权 利要求 Rights request
1、 一种医疗数据整合方法, 其特征在于, 所述方法包括: 获取来自于 多个不同系统的 待整合数据, 并在多个所述待 整合数据中确定 出用户 出生日期相同的多 个第一数据; 确定与多个所 述第一数据一 一对应的用户名 , 并对多个所述用户名进行相 似度计算 得到相似度值 ; 若所述相似度 值大于或等于 预设相似度值 , 确定与多个所述第一数据一一 对应的 其他用户数据 , 以对所述其他用户数据一致 的多个所述第一数 据进行整 合得到 目标数据。 1. A medical data integration method, characterized in that the method includes: acquiring data to be integrated from multiple different systems, and determining multiple users with the same birth date among the multiple data to be integrated. One data; Determine the usernames corresponding to the plurality of first data, and perform similarity calculation on the plurality of usernames to obtain a similarity value; If the similarity value is greater than or equal to the preset similarity value , determine other user data that corresponds one-to-one with the plurality of first data, so as to integrate the plurality of first data that are consistent with the other user data to obtain target data.
2、 根据权利要求 1所述的医疗数据整合方 法, 其特征在于, 所述获取来自 于多个不 同系统的待整合 数据, 包括: 获取来自于 多个不同系统的 待整合数据表 , 并从所述待整合数据表中提取 与特定数 据字段对应 的待整合数据; 其中, 所述特定数据字段包括 唯一数据标 识、 所述用户出生 日期、 所述用户名以及其他用户数 据字段, 所述其他用户数 据字段包 括身份证编号 、 出生证编号、 护照号以及病人编号。 2. The medical data integration method according to claim 1, wherein the obtaining data to be integrated from a plurality of different systems includes: obtaining data tables to be integrated from a plurality of different systems, and obtaining data from all the data tables to be integrated. Extract data to be integrated corresponding to specific data fields from the data table to be integrated; wherein, the specific data fields include unique data identifiers, the user's birth date, the user name and other user data fields, and the other user data Fields include ID number, birth certificate number, passport number, and patient number.

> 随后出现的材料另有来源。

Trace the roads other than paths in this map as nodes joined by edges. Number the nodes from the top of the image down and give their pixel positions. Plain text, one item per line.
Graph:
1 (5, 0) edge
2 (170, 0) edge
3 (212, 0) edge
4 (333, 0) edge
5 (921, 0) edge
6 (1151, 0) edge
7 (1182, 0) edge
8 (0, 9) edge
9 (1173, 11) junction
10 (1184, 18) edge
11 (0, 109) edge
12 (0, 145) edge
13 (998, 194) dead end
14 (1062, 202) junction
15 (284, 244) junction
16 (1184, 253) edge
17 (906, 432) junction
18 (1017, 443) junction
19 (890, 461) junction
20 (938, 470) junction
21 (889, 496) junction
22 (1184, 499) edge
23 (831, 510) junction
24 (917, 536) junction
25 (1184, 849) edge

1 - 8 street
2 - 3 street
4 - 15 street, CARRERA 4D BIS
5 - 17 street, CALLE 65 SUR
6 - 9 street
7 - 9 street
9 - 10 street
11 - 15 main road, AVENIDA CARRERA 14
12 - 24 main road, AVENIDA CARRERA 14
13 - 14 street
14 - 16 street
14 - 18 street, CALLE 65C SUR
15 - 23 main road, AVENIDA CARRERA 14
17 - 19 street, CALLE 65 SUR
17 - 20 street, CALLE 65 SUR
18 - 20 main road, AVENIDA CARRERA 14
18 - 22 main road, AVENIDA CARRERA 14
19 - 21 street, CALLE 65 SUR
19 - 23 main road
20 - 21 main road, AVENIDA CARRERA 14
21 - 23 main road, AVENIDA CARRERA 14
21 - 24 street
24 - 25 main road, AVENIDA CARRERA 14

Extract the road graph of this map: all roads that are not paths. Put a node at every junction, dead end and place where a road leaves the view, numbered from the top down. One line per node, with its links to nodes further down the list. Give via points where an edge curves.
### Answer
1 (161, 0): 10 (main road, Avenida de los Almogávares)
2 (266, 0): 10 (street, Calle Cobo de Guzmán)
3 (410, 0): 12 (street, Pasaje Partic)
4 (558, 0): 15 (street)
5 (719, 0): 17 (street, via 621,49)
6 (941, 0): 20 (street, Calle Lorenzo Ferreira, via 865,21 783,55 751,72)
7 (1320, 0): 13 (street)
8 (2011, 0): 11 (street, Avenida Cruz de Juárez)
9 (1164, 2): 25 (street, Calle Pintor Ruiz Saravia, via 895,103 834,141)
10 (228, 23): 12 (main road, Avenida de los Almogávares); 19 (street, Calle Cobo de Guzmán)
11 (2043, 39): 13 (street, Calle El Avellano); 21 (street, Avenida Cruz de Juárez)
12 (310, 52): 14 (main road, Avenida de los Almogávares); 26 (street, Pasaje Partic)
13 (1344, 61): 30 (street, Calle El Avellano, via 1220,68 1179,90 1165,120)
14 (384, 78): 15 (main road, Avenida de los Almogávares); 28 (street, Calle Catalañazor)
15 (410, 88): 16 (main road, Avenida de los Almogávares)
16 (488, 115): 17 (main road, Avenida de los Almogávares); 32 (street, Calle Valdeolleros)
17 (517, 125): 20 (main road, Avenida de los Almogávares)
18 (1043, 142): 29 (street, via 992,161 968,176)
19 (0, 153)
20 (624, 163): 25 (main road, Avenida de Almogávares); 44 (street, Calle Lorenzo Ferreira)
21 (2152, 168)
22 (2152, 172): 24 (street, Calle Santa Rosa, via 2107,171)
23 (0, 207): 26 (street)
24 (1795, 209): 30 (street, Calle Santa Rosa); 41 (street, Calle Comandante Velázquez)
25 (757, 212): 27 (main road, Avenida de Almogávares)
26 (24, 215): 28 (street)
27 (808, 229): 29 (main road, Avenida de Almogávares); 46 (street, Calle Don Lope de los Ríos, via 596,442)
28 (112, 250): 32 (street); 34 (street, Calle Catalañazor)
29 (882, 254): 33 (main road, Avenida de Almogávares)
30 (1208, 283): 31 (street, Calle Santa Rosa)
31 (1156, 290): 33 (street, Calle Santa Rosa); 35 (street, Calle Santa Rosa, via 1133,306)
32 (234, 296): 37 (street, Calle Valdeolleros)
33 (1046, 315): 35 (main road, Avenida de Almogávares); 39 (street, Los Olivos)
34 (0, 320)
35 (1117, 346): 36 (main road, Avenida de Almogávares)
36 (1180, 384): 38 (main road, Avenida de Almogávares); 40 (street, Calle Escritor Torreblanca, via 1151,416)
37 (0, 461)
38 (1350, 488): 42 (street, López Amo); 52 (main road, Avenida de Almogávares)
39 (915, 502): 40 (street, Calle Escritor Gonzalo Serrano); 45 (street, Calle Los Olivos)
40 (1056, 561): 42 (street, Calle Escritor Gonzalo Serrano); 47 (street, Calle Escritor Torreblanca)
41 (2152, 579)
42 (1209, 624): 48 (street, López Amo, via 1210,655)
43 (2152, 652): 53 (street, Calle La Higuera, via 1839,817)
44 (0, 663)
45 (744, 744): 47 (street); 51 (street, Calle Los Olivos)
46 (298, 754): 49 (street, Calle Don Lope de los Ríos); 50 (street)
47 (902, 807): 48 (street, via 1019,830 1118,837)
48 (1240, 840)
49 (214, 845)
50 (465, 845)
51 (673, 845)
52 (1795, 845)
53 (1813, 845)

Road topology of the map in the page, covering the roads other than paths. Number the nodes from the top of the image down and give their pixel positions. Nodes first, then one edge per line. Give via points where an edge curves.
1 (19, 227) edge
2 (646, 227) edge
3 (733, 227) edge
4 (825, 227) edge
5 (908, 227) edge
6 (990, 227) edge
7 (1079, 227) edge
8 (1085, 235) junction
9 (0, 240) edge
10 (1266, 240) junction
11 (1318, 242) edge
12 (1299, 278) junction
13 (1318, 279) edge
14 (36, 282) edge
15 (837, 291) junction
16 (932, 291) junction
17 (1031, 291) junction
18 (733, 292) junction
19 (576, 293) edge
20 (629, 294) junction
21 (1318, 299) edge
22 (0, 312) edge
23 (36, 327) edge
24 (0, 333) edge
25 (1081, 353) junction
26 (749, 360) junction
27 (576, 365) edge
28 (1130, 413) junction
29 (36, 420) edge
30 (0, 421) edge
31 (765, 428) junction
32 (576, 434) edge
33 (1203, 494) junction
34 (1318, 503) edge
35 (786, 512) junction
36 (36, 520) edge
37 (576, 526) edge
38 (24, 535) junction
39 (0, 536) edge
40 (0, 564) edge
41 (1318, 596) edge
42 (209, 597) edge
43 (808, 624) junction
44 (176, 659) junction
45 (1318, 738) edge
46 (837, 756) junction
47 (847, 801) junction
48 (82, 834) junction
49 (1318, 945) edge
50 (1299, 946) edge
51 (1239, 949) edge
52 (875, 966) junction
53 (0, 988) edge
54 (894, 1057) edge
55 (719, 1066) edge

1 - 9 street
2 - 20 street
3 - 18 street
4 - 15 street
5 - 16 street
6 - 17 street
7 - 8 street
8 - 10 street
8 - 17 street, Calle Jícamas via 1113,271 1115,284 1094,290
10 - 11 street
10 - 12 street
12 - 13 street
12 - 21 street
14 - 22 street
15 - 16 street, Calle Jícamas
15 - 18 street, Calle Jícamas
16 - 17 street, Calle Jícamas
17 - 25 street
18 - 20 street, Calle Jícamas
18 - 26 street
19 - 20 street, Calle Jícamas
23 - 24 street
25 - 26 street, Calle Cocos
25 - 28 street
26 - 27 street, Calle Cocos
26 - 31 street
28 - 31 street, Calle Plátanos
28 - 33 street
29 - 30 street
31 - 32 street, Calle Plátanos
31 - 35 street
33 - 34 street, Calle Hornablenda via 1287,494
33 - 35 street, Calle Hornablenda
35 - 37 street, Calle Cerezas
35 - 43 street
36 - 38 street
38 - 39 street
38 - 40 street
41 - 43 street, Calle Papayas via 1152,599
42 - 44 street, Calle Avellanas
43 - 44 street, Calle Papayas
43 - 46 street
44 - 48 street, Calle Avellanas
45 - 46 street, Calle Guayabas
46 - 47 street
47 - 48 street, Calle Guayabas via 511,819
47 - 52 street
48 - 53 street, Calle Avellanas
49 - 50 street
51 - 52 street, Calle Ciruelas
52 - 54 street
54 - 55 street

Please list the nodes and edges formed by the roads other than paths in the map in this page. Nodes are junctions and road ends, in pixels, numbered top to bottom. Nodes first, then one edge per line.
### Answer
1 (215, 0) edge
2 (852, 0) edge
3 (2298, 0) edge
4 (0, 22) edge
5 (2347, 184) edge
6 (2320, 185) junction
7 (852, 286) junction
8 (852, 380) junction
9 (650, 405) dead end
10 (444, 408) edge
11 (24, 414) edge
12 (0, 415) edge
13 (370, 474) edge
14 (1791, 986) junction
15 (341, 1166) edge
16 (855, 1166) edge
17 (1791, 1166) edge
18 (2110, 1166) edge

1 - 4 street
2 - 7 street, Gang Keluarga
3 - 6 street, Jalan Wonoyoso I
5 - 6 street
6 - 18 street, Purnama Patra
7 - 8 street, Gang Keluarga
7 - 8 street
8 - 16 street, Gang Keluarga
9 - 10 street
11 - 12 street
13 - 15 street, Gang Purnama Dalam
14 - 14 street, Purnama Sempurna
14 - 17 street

3、 根据权利要求 2所述的医疗数据整合方 法, 其特征在于, 所述确定与多 个所述第 一数据一一对应 的用户名, 包括: 确定与多个所述 第一数据一一对 应的所述唯一数 据标识的值; 若多个所述 唯一数据标识的 值不同, 则确定与多个所述第一 数据一一对应 的多个用 户名。 3. The medical data integration method according to claim 2, wherein the determining a user name that corresponds to a plurality of the first data in a one-to-one manner includes: determining a user name that corresponds to a plurality of the first data in a one-to-one manner. The value of the unique data identifier; if the values of multiple unique data identifiers are different, determine multiple user names that correspond one-to-one to multiple first data.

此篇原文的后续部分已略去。